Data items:
-*-*-

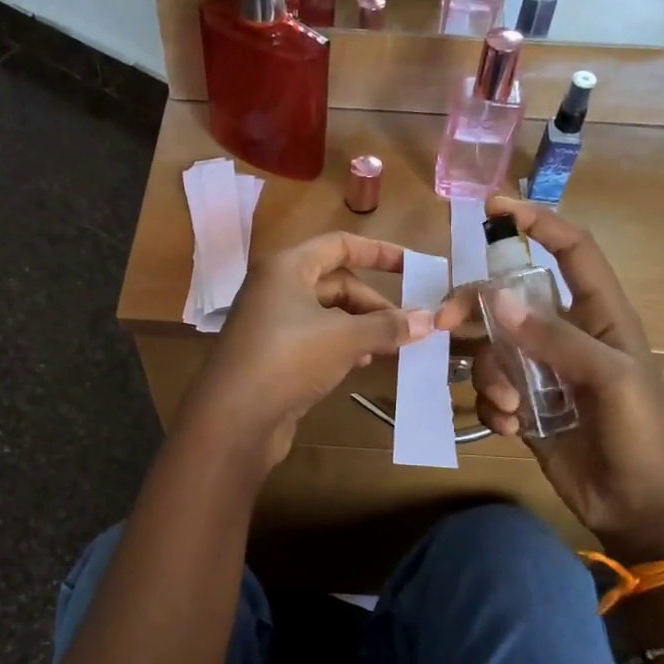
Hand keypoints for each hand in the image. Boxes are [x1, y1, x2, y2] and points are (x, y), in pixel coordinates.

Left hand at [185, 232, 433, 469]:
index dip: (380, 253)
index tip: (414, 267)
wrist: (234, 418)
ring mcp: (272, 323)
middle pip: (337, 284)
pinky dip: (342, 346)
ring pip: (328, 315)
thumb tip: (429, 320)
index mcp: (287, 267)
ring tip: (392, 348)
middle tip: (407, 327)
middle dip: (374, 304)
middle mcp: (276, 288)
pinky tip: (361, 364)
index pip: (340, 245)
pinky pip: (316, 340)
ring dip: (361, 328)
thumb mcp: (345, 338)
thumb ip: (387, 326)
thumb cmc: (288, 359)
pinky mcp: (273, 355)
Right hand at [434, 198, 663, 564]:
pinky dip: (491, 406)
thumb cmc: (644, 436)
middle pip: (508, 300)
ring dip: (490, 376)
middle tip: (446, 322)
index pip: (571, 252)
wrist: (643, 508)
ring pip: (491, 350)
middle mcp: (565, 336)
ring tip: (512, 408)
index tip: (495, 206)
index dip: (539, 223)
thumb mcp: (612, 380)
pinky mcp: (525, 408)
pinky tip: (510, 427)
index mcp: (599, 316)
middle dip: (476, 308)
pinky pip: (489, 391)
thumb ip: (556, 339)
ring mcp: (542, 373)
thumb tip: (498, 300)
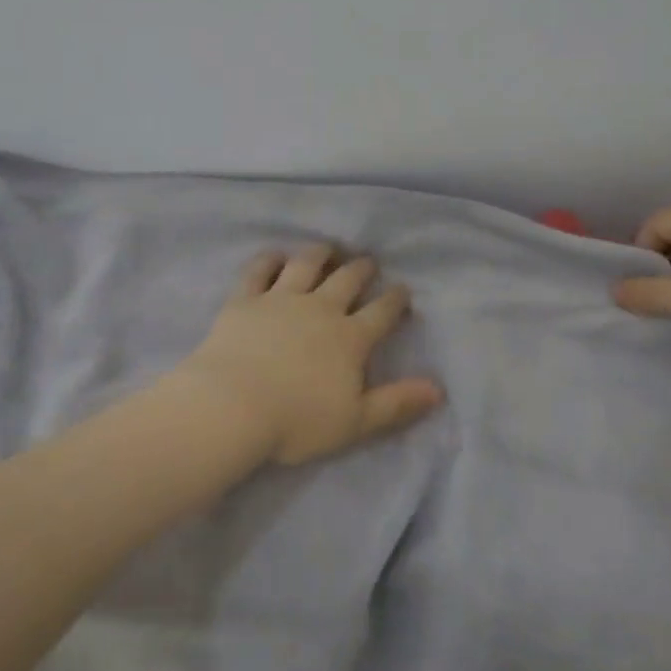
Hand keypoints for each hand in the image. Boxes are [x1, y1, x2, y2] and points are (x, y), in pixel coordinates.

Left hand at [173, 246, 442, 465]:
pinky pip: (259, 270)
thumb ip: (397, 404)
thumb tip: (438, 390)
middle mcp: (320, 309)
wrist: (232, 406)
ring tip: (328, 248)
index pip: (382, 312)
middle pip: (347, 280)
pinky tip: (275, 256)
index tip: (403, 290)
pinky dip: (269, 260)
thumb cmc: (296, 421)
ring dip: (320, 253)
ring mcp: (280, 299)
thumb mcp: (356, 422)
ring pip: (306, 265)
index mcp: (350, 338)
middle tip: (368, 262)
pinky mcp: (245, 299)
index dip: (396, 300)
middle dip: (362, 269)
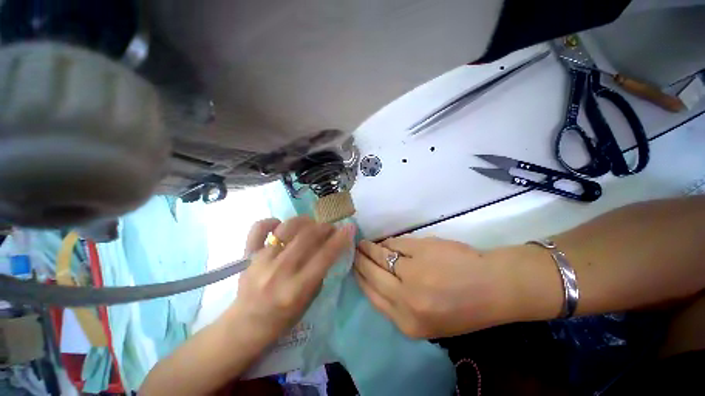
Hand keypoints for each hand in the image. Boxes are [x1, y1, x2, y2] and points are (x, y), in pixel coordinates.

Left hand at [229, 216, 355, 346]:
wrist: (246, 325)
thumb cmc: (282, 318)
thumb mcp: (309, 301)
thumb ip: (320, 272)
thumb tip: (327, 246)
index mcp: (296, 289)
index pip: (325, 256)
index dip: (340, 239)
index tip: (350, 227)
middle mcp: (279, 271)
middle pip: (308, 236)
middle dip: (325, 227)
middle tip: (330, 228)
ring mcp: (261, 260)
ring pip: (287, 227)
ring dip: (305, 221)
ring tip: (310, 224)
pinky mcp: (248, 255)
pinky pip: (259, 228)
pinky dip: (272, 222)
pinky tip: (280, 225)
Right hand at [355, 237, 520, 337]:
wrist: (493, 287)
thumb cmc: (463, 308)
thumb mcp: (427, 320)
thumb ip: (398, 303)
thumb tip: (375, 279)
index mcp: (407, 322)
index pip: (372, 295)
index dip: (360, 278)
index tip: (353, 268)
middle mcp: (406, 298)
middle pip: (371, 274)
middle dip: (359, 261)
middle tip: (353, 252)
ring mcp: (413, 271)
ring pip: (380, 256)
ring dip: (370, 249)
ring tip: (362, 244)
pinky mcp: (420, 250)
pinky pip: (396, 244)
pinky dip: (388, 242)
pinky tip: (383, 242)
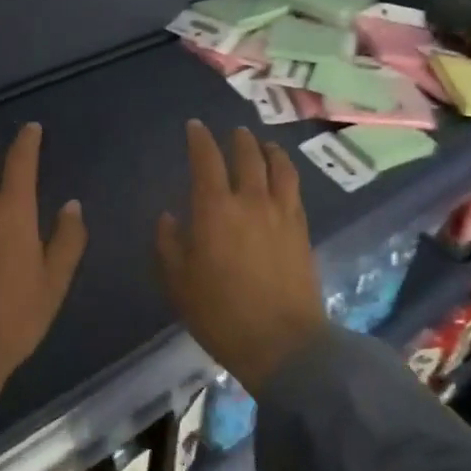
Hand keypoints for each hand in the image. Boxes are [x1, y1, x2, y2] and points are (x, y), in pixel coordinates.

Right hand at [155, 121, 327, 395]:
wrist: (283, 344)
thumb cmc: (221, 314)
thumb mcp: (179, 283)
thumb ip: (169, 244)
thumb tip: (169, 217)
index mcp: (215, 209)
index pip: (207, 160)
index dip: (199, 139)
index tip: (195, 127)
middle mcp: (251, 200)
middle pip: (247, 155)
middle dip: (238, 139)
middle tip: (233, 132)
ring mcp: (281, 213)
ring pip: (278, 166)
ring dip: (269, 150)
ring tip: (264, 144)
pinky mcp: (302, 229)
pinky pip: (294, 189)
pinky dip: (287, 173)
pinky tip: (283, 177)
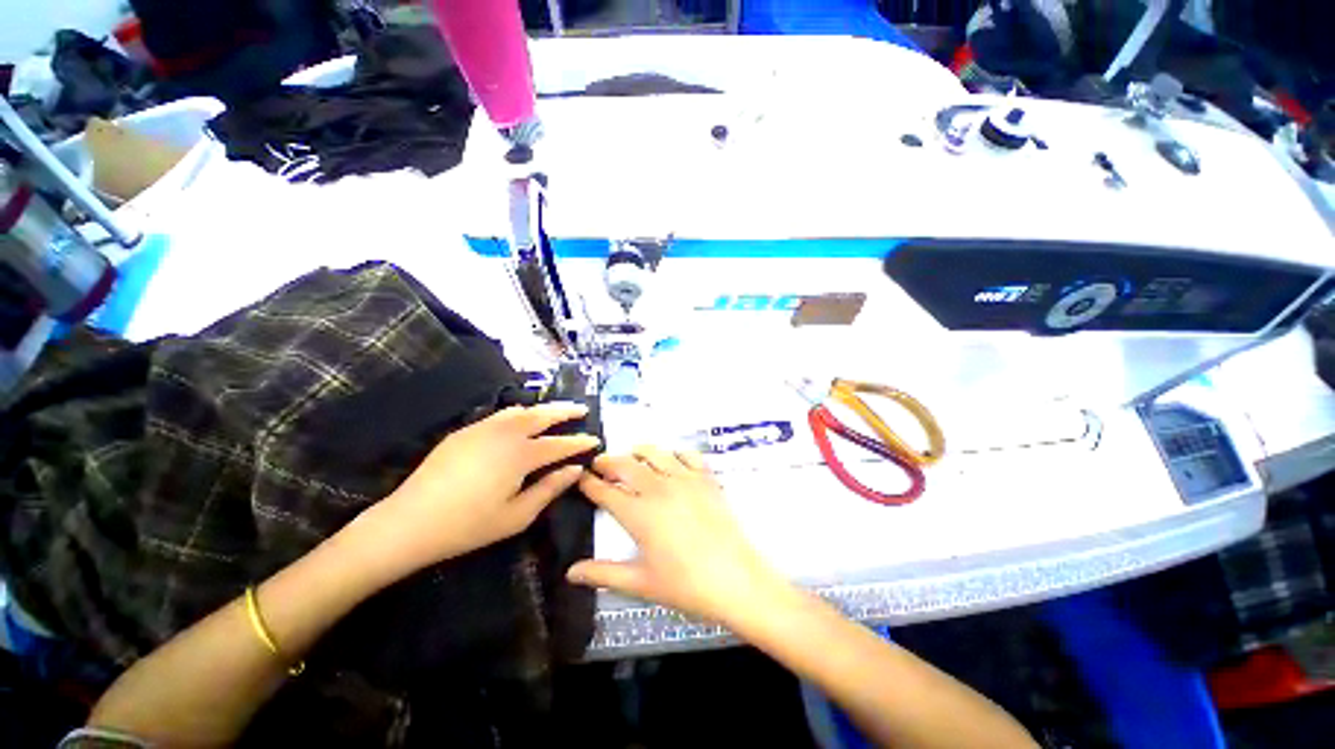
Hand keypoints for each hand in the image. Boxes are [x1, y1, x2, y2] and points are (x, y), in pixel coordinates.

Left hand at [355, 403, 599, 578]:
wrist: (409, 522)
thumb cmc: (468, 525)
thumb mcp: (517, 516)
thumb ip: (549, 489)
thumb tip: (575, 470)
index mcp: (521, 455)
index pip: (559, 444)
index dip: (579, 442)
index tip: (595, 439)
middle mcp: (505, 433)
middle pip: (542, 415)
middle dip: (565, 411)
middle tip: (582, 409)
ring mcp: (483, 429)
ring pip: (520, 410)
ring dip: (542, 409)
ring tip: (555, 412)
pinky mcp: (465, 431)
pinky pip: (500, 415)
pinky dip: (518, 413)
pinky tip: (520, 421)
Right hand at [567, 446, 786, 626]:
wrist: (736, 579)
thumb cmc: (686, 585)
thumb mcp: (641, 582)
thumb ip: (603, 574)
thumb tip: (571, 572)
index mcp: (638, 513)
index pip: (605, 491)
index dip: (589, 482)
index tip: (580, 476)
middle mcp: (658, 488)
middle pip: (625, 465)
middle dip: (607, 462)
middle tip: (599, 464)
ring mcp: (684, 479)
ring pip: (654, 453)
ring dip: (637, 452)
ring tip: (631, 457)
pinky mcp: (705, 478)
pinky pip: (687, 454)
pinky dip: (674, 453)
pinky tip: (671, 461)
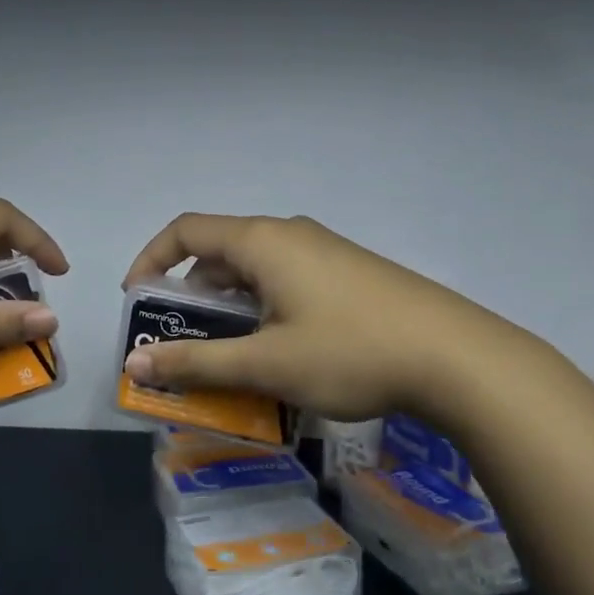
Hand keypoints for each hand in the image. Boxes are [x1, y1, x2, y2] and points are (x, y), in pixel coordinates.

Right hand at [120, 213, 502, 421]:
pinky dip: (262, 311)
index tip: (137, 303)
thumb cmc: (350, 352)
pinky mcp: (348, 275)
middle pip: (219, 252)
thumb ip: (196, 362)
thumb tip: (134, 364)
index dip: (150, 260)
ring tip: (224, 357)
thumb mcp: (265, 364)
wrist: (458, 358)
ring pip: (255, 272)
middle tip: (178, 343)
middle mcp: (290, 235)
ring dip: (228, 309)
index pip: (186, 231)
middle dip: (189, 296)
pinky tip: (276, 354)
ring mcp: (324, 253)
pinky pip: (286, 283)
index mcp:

-*-*-

What is required: Retype all the entries word for word; the pictures stay out.

Task solution:
Hand keypoints for each hand in the image. Boxes are [x1, y1, x2, y2] and points are (x, y), in pixel coordinates.

Left hand at [185, 232, 433, 469]:
index dip: (380, 253)
index tip: (414, 267)
wrist: (234, 418)
ring mcp: (272, 323)
middle pip: (337, 284)
pinky dip: (342, 346)
ring pip: (328, 315)
thumb tip: (429, 320)
index mcp: (287, 267)
ring tip: (392, 348)
middle tip: (407, 327)
middle dip: (374, 304)
middle mcp: (276, 288)
pinky tip: (361, 364)
index pip: (340, 245)
pinky pip: (316, 340)
ring dip: (361, 328)
thumb mcp: (345, 338)
thumb ip: (387, 326)
thumb cmc: (288, 359)
pinky mcp: (273, 355)
Right hand at [434, 198, 663, 564]:
pinky dip: (491, 406)
thumb cmc: (644, 436)
middle pip: (508, 300)
ring dip: (490, 376)
middle tip: (446, 322)
index pip: (571, 252)
wrist: (643, 508)
ring pip: (491, 350)
middle mcp: (565, 336)
ring tip: (512, 408)
index tip: (495, 206)
index dip: (539, 223)
thumb mcp: (612, 380)
pinky mcp: (525, 408)
pinky tip: (510, 427)
index mcp: (599, 316)
middle dip: (476, 308)
pinky pip: (489, 391)
thumb ip: (556, 339)
ring mcp: (542, 373)
thumb tip: (498, 300)
Hand keypoints for each hand in the image. Boxes are [x1, y1, x2, y2] and points are (x, y), in pixel coordinates.

Left hand at [173, 246, 442, 465]:
pinky pip: (259, 270)
thumb ip: (397, 404)
thumb tip: (438, 390)
middle mcp: (320, 309)
wrist: (232, 406)
ring tip: (328, 248)
index pip: (382, 312)
middle pip: (347, 280)
pinky tip: (275, 256)
index tip: (403, 290)
pinky dip: (269, 260)
thumb cmc: (296, 421)
ring dip: (320, 253)
ring mcp: (280, 299)
thumb mcp: (356, 422)
ring pip: (306, 265)
index mcp: (350, 338)
middle tip: (368, 262)
pinky mcp: (245, 299)
index dip: (396, 300)
middle dip: (362, 269)
Hand keypoints for each hand in the image. Boxes are [x1, y1, x2, y2] and points are (x, y), in pixel coordinates.

Left hand at [229, 216, 355, 346]:
wrist: (246, 325)
thumb cmc: (282, 318)
thumb mcp: (309, 301)
thumb ip: (320, 272)
thumb tip: (327, 246)
index mcp: (296, 289)
index pip: (325, 256)
index dip: (340, 239)
index tip: (350, 227)
middle mcp: (279, 271)
middle pip: (308, 236)
middle dip: (325, 227)
middle tip: (330, 228)
ring mcp: (261, 260)
ring pip: (287, 227)
ring dip: (305, 221)
ring tip: (310, 224)
pinky mcp: (248, 255)
pinky pip: (259, 228)
pinky dip: (272, 222)
pinky tip: (280, 225)
Right hand at [355, 237, 520, 337]:
wrist: (493, 287)
thumb cmc: (463, 308)
thumb mcp: (427, 320)
thumb ip: (398, 303)
thumb tip: (375, 279)
index mcp: (407, 322)
index pip: (372, 295)
index dip: (360, 278)
index tip: (353, 268)
middle mcp: (406, 298)
middle pip: (371, 274)
middle dip: (359, 261)
middle tip: (353, 252)
ring mcp: (413, 271)
ring pip: (380, 256)
ring dip: (370, 249)
ring tip: (362, 244)
pinky mcp: (420, 250)
pinky pip: (396, 244)
pinky dip: (388, 242)
pinky tip: (383, 242)
Hand keypoints for each hand in the image. Boxes are [x1, y1, x2, y2] and points are (x, y), in pixel coordinates.

Right hand at [155, 121, 327, 395]:
wrist: (283, 344)
thumb cmc: (221, 314)
thumb mcp: (179, 283)
thumb ip: (169, 244)
thumb tip: (169, 217)
index mcp: (215, 209)
index pip: (207, 160)
index dip: (199, 139)
index tip: (195, 127)
middle mcp: (251, 200)
middle pip: (247, 155)
middle dip: (238, 139)
middle tip: (233, 132)
ring mcp: (281, 213)
ring pip: (278, 166)
ring dip: (269, 150)
ring tip: (264, 144)
pinky mcp: (302, 229)
pinky pip: (294, 189)
pinky dip: (287, 173)
pinky tip: (283, 177)
Hand keypoints for each hand in the image. Boxes are [x1, y1, x2, y2] and points are (x, y), in pixel coordinates.

Left hand at [355, 403, 599, 578]:
wrist: (409, 522)
thumb cmc: (468, 525)
thumb mcp: (517, 516)
thumb ip: (549, 489)
thumb tip: (575, 470)
index mcp: (521, 455)
index pip: (559, 444)
index dip: (579, 442)
index tip: (595, 439)
middle mcp: (505, 433)
middle pip: (542, 415)
middle dip: (565, 411)
middle tip: (582, 409)
ring mcp: (483, 429)
ring pip: (520, 410)
ring dip: (542, 409)
ring tip: (555, 412)
pinky mcp: (465, 431)
pinky pip: (500, 415)
pinky dip: (518, 413)
pinky tip: (520, 421)
Right hand at [567, 446, 786, 626]:
wrist: (736, 579)
thumb cmc: (686, 585)
thumb mcp: (641, 582)
thumb ip: (603, 574)
thumb tip: (571, 572)
index mcp: (638, 513)
index pip: (605, 491)
index dip: (589, 482)
index tip: (580, 476)
middle mcp: (658, 488)
middle pip: (625, 465)
middle dip: (607, 462)
middle tip: (599, 464)
ring mcp: (684, 479)
ring pip: (654, 453)
ring dip: (637, 452)
ring tip: (631, 457)
pinky mcp: (705, 478)
pinky pip: (687, 454)
pinky dip: (674, 453)
pinky tip: (671, 461)
Hand keypoints for each hand in the image. Boxes are [x1, y1, x2, y2] and points are (x, y), in pixel coordinates.

Right hand at [120, 213, 502, 421]:
pinky dip: (262, 311)
index tip: (137, 303)
thumb cmc: (350, 352)
pinky mcp: (348, 275)
middle pip: (219, 252)
thumb ip: (196, 362)
thumb tip: (134, 364)
index dip: (150, 260)
ring tip: (224, 357)
thumb mcp: (265, 364)
wrist: (458, 358)
ring pip: (255, 272)
middle tip: (178, 343)
middle mcp: (290, 235)
ring dip: (228, 309)
index pip: (186, 231)
middle dip: (189, 296)
pinky tip: (276, 354)
ring mcp: (324, 253)
pinky pip: (286, 283)
index mcp:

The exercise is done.